[Records from a data collection]
# # #

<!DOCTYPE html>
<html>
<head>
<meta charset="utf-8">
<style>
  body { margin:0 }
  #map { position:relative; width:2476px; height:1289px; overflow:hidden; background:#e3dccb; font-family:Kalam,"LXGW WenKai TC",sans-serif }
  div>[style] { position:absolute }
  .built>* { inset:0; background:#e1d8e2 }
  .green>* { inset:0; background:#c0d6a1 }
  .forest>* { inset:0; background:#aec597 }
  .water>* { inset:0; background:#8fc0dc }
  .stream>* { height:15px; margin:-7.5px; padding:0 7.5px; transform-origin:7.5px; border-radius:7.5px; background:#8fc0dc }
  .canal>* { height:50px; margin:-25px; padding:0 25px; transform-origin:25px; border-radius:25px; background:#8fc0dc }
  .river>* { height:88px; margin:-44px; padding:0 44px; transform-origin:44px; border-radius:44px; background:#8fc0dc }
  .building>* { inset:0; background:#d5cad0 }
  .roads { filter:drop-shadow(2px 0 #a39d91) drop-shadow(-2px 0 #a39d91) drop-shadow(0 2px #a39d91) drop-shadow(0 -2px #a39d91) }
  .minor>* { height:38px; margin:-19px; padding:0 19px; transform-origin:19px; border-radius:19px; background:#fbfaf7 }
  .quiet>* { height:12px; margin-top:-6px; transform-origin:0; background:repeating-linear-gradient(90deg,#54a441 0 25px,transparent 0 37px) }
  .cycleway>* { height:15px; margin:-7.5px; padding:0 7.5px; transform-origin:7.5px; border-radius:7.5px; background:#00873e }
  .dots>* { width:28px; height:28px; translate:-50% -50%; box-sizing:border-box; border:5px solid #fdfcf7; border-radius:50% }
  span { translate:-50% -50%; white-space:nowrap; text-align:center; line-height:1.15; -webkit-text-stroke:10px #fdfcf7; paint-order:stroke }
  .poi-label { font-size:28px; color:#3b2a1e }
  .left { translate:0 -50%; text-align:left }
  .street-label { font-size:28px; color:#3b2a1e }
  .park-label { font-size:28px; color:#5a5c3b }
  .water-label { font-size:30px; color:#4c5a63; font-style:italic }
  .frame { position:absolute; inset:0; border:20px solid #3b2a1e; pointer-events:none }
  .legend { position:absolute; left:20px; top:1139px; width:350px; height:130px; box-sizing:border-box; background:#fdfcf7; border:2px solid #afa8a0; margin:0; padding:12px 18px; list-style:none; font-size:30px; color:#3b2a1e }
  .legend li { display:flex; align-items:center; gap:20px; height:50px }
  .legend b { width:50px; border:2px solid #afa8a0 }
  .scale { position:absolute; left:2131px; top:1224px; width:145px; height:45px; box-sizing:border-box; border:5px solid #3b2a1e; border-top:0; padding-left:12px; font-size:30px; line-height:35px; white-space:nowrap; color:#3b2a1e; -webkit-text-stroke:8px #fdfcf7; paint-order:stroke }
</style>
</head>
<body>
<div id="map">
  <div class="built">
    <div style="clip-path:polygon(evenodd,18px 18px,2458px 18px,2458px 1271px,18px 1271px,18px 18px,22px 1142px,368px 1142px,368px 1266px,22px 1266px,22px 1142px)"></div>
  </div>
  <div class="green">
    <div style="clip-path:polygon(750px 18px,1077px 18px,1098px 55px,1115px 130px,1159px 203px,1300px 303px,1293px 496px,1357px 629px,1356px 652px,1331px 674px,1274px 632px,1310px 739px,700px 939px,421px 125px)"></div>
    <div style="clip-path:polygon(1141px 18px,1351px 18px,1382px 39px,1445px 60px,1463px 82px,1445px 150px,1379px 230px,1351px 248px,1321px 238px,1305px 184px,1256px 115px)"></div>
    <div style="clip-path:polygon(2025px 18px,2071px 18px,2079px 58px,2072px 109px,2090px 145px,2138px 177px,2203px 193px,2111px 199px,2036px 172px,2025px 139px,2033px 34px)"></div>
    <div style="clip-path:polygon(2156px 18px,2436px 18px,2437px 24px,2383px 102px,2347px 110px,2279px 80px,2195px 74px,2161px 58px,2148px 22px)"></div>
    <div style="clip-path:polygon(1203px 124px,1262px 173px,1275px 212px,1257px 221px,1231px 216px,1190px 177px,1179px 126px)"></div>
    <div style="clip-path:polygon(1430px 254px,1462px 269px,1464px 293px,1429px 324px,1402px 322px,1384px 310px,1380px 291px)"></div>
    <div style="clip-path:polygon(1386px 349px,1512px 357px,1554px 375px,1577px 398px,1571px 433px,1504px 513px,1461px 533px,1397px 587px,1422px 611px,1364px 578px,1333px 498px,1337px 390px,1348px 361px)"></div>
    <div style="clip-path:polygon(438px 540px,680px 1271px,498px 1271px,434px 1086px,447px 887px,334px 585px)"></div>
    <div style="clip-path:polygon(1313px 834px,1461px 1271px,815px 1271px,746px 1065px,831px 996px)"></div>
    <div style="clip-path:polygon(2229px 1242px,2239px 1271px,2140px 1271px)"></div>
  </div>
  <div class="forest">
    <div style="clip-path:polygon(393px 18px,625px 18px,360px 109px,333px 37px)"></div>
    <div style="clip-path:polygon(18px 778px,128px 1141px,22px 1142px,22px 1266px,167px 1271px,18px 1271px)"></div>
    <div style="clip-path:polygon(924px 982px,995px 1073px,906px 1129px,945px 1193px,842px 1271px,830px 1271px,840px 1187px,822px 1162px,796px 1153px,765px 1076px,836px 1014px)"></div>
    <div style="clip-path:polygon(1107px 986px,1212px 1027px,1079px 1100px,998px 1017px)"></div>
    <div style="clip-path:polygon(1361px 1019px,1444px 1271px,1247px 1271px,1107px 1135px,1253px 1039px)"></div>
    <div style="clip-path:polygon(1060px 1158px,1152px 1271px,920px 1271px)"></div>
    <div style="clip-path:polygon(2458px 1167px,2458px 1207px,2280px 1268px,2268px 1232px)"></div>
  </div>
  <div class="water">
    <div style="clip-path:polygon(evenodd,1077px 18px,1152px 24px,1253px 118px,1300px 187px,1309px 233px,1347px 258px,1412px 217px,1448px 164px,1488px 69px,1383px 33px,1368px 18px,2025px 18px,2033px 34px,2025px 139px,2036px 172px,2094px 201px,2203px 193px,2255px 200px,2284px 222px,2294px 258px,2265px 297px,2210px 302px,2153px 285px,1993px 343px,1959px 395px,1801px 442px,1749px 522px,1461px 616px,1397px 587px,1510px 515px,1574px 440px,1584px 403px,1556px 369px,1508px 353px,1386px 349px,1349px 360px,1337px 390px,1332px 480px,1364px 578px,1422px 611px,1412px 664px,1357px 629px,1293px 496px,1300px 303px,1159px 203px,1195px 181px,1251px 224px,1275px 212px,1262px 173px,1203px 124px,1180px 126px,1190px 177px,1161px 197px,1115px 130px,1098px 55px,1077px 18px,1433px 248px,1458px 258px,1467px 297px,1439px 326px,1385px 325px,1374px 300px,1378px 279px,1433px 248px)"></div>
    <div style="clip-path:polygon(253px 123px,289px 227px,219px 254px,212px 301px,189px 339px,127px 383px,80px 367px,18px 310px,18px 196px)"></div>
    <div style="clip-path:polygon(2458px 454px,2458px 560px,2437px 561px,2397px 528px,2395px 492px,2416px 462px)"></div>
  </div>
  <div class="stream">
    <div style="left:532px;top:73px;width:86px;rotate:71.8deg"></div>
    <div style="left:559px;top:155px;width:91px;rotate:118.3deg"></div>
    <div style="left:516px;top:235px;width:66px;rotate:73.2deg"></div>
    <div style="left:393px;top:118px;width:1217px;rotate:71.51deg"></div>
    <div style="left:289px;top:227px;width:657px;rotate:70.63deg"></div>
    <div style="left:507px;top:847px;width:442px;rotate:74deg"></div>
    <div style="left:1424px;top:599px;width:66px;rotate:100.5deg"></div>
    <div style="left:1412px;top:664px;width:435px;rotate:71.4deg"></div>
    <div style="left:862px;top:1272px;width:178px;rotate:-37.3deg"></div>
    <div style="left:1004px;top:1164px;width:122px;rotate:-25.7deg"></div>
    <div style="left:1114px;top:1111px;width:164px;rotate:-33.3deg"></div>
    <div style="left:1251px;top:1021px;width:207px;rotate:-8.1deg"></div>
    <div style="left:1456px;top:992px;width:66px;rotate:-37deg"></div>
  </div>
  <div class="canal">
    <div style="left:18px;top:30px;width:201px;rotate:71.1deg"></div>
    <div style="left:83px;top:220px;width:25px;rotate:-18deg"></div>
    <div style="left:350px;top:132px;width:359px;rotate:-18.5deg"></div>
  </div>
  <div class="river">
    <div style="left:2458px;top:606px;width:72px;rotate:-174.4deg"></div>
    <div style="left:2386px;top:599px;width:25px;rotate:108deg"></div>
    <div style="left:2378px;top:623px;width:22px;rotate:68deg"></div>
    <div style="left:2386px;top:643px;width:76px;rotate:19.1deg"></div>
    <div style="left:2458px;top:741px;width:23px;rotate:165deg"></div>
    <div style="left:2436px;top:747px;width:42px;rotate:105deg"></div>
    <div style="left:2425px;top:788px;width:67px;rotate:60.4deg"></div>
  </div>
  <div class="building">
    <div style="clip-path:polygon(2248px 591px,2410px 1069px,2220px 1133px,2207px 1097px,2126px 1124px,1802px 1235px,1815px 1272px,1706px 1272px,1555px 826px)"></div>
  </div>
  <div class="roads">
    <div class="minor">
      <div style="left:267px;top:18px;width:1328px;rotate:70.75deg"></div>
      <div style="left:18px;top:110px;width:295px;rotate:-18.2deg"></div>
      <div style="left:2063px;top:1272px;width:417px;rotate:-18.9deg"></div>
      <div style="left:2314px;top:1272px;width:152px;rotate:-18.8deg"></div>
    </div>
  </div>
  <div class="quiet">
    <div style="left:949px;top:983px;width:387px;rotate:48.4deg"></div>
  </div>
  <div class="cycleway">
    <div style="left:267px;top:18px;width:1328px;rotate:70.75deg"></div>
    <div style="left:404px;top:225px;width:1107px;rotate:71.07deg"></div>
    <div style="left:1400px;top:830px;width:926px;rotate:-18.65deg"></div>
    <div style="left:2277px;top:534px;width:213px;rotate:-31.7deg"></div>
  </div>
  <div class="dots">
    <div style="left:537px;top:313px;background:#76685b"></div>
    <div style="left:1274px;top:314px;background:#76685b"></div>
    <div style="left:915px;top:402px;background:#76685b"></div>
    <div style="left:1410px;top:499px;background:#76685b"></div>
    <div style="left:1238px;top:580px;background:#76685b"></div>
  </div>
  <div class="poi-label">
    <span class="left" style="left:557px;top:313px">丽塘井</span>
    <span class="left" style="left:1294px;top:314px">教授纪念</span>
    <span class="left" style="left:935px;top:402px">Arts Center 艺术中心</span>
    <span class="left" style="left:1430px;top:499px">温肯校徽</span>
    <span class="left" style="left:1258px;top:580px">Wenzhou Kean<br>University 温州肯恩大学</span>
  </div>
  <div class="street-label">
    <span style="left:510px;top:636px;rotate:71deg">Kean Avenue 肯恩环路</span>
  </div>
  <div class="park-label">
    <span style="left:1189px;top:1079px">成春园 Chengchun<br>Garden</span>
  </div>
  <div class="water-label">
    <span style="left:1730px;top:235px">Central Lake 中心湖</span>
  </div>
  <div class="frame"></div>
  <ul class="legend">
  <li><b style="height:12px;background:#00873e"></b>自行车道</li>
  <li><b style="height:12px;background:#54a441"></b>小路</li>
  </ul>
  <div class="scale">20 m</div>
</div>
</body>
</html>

# # #

Task requirements: Output each line of the records above exactly, beginning at the first, and stop once the line containing "width:28px; height:28px; translate:-50%" has been output.

Expected answer:
<!DOCTYPE html>
<html>
<head>
<meta charset="utf-8">
<style>
  body { margin:0 }
  #map { position:relative; width:2476px; height:1289px; overflow:hidden; background:#e3dccb; font-family:Kalam,"LXGW WenKai TC",sans-serif }
  div>[style] { position:absolute }
  .built>* { inset:0; background:#e1d8e2 }
  .green>* { inset:0; background:#c0d6a1 }
  .forest>* { inset:0; background:#aec597 }
  .water>* { inset:0; background:#8fc0dc }
  .stream>* { height:15px; margin:-7.5px; padding:0 7.5px; transform-origin:7.5px; border-radius:7.5px; background:#8fc0dc }
  .canal>* { height:50px; margin:-25px; padding:0 25px; transform-origin:25px; border-radius:25px; background:#8fc0dc }
  .river>* { height:88px; margin:-44px; padding:0 44px; transform-origin:44px; border-radius:44px; background:#8fc0dc }
  .building>* { inset:0; background:#d5cad0 }
  .roads { filter:drop-shadow(2px 0 #a39d91) drop-shadow(-2px 0 #a39d91) drop-shadow(0 2px #a39d91) drop-shadow(0 -2px #a39d91) }
  .minor>* { height:38px; margin:-19px; padding:0 19px; transform-origin:19px; border-radius:19px; background:#fbfaf7 }
  .quiet>* { height:12px; margin-top:-6px; transform-origin:0; background:repeating-linear-gradient(90deg,#54a441 0 25px,transparent 0 37px) }
  .cycleway>* { height:15px; margin:-7.5px; padding:0 7.5px; transform-origin:7.5px; border-radius:7.5px; background:#00873e }
  .dots>* { width:28px; height:28px; translate:-50% -50%; box-sizing:border-box; border:5px solid #fdfcf7; border-radius:50% }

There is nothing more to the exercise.